• _Task directions_
Your output should repeat each record below with no differences.

(Data for processing)

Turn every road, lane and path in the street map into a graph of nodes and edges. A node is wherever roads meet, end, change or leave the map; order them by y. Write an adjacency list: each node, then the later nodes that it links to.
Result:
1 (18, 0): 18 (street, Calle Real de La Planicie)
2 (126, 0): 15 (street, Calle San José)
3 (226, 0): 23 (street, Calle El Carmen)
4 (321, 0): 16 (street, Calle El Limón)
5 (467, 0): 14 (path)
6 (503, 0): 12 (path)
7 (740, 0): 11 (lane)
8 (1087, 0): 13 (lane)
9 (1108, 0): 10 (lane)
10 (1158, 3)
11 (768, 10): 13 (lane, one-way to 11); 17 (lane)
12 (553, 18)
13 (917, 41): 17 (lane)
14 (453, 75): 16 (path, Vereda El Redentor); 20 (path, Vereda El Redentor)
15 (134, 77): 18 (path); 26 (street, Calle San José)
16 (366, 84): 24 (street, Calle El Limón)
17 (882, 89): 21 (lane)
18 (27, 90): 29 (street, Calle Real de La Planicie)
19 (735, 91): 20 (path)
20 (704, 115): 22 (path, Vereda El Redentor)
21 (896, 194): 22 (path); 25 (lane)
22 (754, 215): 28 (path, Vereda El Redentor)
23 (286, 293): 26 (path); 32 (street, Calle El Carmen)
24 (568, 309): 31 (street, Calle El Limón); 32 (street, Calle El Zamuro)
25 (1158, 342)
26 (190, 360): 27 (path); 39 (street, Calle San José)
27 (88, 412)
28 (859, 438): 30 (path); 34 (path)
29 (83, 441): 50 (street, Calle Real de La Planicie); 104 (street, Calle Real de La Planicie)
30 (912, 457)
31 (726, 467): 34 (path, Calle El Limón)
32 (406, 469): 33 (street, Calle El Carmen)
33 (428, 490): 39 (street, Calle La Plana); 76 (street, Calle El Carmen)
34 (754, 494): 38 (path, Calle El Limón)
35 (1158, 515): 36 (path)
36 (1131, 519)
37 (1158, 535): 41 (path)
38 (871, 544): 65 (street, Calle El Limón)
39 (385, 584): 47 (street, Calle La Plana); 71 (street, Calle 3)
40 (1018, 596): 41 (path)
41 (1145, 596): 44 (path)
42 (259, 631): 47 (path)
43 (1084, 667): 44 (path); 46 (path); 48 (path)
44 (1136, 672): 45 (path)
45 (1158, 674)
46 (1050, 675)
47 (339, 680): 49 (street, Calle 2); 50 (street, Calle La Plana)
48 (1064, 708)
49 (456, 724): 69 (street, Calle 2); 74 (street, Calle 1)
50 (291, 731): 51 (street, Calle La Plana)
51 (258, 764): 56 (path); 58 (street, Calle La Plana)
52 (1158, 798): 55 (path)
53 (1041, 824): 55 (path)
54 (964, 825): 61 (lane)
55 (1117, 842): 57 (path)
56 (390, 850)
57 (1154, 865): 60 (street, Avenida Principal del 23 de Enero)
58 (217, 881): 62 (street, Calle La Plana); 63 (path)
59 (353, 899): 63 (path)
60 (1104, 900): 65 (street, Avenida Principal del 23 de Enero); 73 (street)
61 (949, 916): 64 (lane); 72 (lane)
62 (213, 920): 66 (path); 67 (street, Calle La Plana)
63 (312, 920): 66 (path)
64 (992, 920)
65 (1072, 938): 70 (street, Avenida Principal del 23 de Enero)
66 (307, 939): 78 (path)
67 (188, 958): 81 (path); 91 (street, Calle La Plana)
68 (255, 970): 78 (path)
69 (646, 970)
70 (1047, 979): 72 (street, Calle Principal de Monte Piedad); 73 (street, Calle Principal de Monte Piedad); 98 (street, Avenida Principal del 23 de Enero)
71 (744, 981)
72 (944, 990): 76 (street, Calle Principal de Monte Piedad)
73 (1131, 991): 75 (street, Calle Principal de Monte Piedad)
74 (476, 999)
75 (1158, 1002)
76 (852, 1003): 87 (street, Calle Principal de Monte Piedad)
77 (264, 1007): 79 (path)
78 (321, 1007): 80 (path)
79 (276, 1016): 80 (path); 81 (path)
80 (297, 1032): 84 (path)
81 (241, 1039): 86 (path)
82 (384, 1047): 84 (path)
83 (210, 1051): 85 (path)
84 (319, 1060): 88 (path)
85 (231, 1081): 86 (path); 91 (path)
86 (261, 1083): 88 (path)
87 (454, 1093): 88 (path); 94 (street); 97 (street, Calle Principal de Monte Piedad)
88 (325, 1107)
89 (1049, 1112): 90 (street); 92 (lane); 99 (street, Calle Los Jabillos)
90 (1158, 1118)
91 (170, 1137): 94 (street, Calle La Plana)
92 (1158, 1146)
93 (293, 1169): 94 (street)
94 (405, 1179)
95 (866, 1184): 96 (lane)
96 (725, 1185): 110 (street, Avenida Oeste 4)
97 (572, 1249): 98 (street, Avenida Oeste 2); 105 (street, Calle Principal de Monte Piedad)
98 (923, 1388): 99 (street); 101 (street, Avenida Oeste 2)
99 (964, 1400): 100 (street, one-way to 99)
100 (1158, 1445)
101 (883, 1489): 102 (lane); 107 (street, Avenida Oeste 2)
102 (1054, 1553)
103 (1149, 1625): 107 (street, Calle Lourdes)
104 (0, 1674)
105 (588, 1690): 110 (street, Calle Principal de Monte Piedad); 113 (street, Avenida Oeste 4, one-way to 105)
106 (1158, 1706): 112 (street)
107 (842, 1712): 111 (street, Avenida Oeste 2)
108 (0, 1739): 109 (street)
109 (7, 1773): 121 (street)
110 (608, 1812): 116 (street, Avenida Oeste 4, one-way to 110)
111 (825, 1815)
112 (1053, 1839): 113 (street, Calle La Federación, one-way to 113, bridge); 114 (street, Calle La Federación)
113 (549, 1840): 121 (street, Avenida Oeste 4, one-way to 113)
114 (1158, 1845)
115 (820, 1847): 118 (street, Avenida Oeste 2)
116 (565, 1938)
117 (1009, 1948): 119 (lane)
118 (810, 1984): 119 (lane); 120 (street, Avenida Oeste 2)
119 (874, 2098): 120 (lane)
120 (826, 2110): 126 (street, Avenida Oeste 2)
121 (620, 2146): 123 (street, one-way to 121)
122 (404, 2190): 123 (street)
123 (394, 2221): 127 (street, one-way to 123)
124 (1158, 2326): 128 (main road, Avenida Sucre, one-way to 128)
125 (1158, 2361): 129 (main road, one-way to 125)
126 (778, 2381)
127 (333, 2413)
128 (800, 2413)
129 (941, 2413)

(End Data for processing)

• _Response area_
Turn every road, lane and path in the street map into a graph of nodes and edges. A node is wherever roads meet, end, change or leave the map; order them by y. Write an adjacency list: each node, then the later nodes that it links to.
Result:
1 (18, 0): 18 (street, Calle Real de La Planicie)
2 (126, 0): 15 (street, Calle San José)
3 (226, 0): 23 (street, Calle El Carmen)
4 (321, 0): 16 (street, Calle El Limón)
5 (467, 0): 14 (path)
6 (503, 0): 12 (path)
7 (740, 0): 11 (lane)
8 (1087, 0): 13 (lane)
9 (1108, 0): 10 (lane)
10 (1158, 3)
11 (768, 10): 13 (lane, one-way to 11); 17 (lane)
12 (553, 18)
13 (917, 41): 17 (lane)
14 (453, 75): 16 (path, Vereda El Redentor); 20 (path, Vereda El Redentor)
15 (134, 77): 18 (path); 26 (street, Calle San José)
16 (366, 84): 24 (street, Calle El Limón)
17 (882, 89): 21 (lane)
18 (27, 90): 29 (street, Calle Real de La Planicie)
19 (735, 91): 20 (path)
20 (704, 115): 22 (path, Vereda El Redentor)
21 (896, 194): 22 (path); 25 (lane)
22 (754, 215): 28 (path, Vereda El Redentor)
23 (286, 293): 26 (path); 32 (street, Calle El Carmen)
24 (568, 309): 31 (street, Calle El Limón); 32 (street, Calle El Zamuro)
25 (1158, 342)
26 (190, 360): 27 (path); 39 (street, Calle San José)
27 (88, 412)
28 (859, 438): 30 (path); 34 (path)
29 (83, 441): 50 (street, Calle Real de La Planicie); 104 (street, Calle Real de La Planicie)
30 (912, 457)
31 (726, 467): 34 (path, Calle El Limón)
32 (406, 469): 33 (street, Calle El Carmen)
33 (428, 490): 39 (street, Calle La Plana); 76 (street, Calle El Carmen)
34 (754, 494): 38 (path, Calle El Limón)
35 (1158, 515): 36 (path)
36 (1131, 519)
37 (1158, 535): 41 (path)
38 (871, 544): 65 (street, Calle El Limón)
39 (385, 584): 47 (street, Calle La Plana); 71 (street, Calle 3)
40 (1018, 596): 41 (path)
41 (1145, 596): 44 (path)
42 (259, 631): 47 (path)
43 (1084, 667): 44 (path); 46 (path); 48 (path)
44 (1136, 672): 45 (path)
45 (1158, 674)
46 (1050, 675)
47 (339, 680): 49 (street, Calle 2); 50 (street, Calle La Plana)
48 (1064, 708)
49 (456, 724): 69 (street, Calle 2); 74 (street, Calle 1)
50 (291, 731): 51 (street, Calle La Plana)
51 (258, 764): 56 (path); 58 (street, Calle La Plana)
52 (1158, 798): 55 (path)
53 (1041, 824): 55 (path)
54 (964, 825): 61 (lane)
55 (1117, 842): 57 (path)
56 (390, 850)
57 (1154, 865): 60 (street, Avenida Principal del 23 de Enero)
58 (217, 881): 62 (street, Calle La Plana); 63 (path)
59 (353, 899): 63 (path)
60 (1104, 900): 65 (street, Avenida Principal del 23 de Enero); 73 (street)
61 (949, 916): 64 (lane); 72 (lane)
62 (213, 920): 66 (path); 67 (street, Calle La Plana)
63 (312, 920): 66 (path)
64 (992, 920)
65 (1072, 938): 70 (street, Avenida Principal del 23 de Enero)
66 (307, 939): 78 (path)
67 (188, 958): 81 (path); 91 (street, Calle La Plana)
68 (255, 970): 78 (path)
69 (646, 970)
70 (1047, 979): 72 (street, Calle Principal de Monte Piedad); 73 (street, Calle Principal de Monte Piedad); 98 (street, Avenida Principal del 23 de Enero)
71 (744, 981)
72 (944, 990): 76 (street, Calle Principal de Monte Piedad)
73 (1131, 991): 75 (street, Calle Principal de Monte Piedad)
74 (476, 999)
75 (1158, 1002)
76 (852, 1003): 87 (street, Calle Principal de Monte Piedad)
77 (264, 1007): 79 (path)
78 (321, 1007): 80 (path)
79 (276, 1016): 80 (path); 81 (path)
80 (297, 1032): 84 (path)
81 (241, 1039): 86 (path)
82 (384, 1047): 84 (path)
83 (210, 1051): 85 (path)
84 (319, 1060): 88 (path)
85 (231, 1081): 86 (path); 91 (path)
86 (261, 1083): 88 (path)
87 (454, 1093): 88 (path); 94 (street); 97 (street, Calle Principal de Monte Piedad)
88 (325, 1107)
89 (1049, 1112): 90 (street); 92 (lane); 99 (street, Calle Los Jabillos)
90 (1158, 1118)
91 (170, 1137): 94 (street, Calle La Plana)
92 (1158, 1146)
93 (293, 1169): 94 (street)
94 (405, 1179)
95 (866, 1184): 96 (lane)
96 (725, 1185): 110 (street, Avenida Oeste 4)
97 (572, 1249): 98 (street, Avenida Oeste 2); 105 (street, Calle Principal de Monte Piedad)
98 (923, 1388): 99 (street); 101 (street, Avenida Oeste 2)
99 (964, 1400): 100 (street, one-way to 99)
100 (1158, 1445)
101 (883, 1489): 102 (lane); 107 (street, Avenida Oeste 2)
102 (1054, 1553)
103 (1149, 1625): 107 (street, Calle Lourdes)
104 (0, 1674)
105 (588, 1690): 110 (street, Calle Principal de Monte Piedad); 113 (street, Avenida Oeste 4, one-way to 105)
106 (1158, 1706): 112 (street)
107 (842, 1712): 111 (street, Avenida Oeste 2)
108 (0, 1739): 109 (street)
109 (7, 1773): 121 (street)
110 (608, 1812): 116 (street, Avenida Oeste 4, one-way to 110)
111 (825, 1815)
112 (1053, 1839): 113 (street, Calle La Federación, one-way to 113, bridge); 114 (street, Calle La Federación)
113 (549, 1840): 121 (street, Avenida Oeste 4, one-way to 113)
114 (1158, 1845)
115 (820, 1847): 118 (street, Avenida Oeste 2)
116 (565, 1938)
117 (1009, 1948): 119 (lane)
118 (810, 1984): 119 (lane); 120 (street, Avenida Oeste 2)
119 (874, 2098): 120 (lane)
120 (826, 2110): 126 (street, Avenida Oeste 2)
121 (620, 2146): 123 (street, one-way to 121)
122 (404, 2190): 123 (street)
123 (394, 2221): 127 (street, one-way to 123)
124 (1158, 2326): 128 (main road, Avenida Sucre, one-way to 128)
125 (1158, 2361): 129 (main road, one-way to 125)
126 (778, 2381)
127 (333, 2413)
128 (800, 2413)
129 (941, 2413)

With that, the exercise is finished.